A pesquisa envolveu testes em roedores e humanos. Os animais foram divididos em grupos: parte tomou adoçante (sacarina, aspartame ou sucralose) e outra parte, água ou açúcar. Aqueles que ingeriram adoçante desenvolveram intolerância à glicose. Para descobrir por que isso aconteceu, os pesquisadores estudaram os efeitos das substâncias na flora intestinal dos bichos.

— Ao atravessar o estômago, essas substâncias encontram no intestino um imenso ecossistema de bactérias, que tem um papel importante na nossa saúde e pode metabolizar coisas que nosso organismo não metaboliza — diz Segal.

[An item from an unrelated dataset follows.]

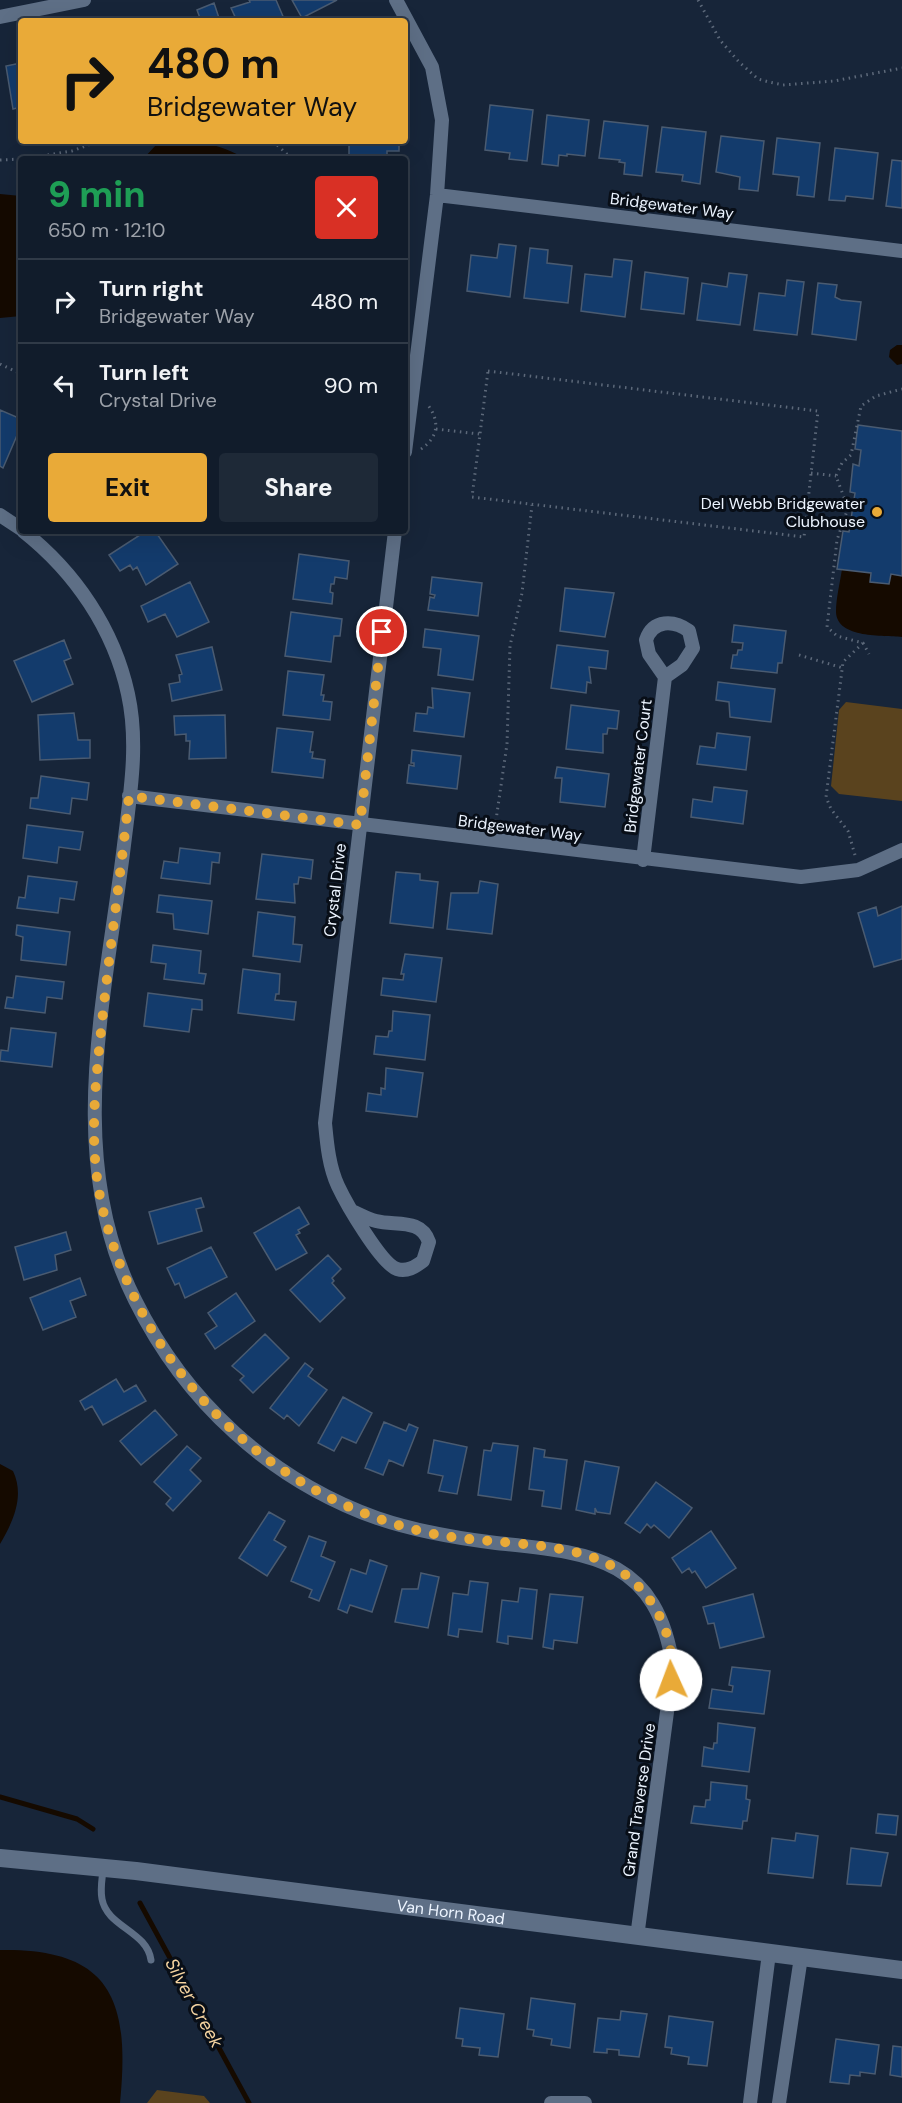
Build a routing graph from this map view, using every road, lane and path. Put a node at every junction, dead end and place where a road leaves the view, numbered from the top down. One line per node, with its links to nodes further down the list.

A hipótese dos pesquisadores se confirmou: os animais que ingeriram o adoçante tiveram alterações tanto na composição quanto na função da flora intestinal.

— Acreditamos que as substâncias induzam uma vantagem competitiva em certos tipos de bactéria e isso desequilibra o ecossistema. Outra possibilidade é que os adoçantes sejam tóxicos para alguns micro-organismos — diz Eran Elinav, também coordenador do estudo.

Em humanos, os estudos foram menos detalhados. Os pesquisadores analisaram os dados de consumo de adoçante e os indicadores de saúde de 381 voluntários não diabéticos que já participavam de uma pesquisa sobre nutrição. Em 172 deles, também fizeram avaliação da composição da flora intestinal.

Mais uma vez, foi encontrada a relação entre adoçantes e fatores ligados à síndrome metabólica, como sobrepeso, intolerância à glicose e alterações na microbiota. Sete voluntários receberam, por sete dias, grandes doses de sacarina. Em quatro foram observados o aumento da intolerância à glicose e a alteração na flora intestinal.

Causa e efeito

— A parte experimental do estudo é bem completa, mas a parte com humanos é fraca. Os voluntários vieram de um estudo nutricional. É óbvio que obesos e diabéticos usam mais adoçante. Não existe aí uma relação de causa e efeito — afirma Cintia Cercato, endocrinologista, diretora da Associação Brasileira para o Estudo da Obesidade e da Síndrome Metabólica (Abeso).

O mesmo opina a endocrinologista Maria Edna de Melo, pesquisadora do Hospital das Clínicas da USP. Segundo ela, a relação entre adoçantes e microbiota é novidade e precisa ser investigada.

— Os adoçantes são seguros mas, como ainda há controvérsias, é melhor que esses produtos sejam usados só para quem precisa, que são as pessoas com diabete ou sobrepeso.

De acordo com a nutricionista Elaine Moreira, consultora da Linea Sucralose, fabricante de adoçantes, a conclusão do trabalho é precipitada.

— Obesidade e diabetes são doenças multifatoriais. Agora a culpa toda é dos adoçantes? A flora intestinal é influenciada por muitos fatores, incluindo o estresse.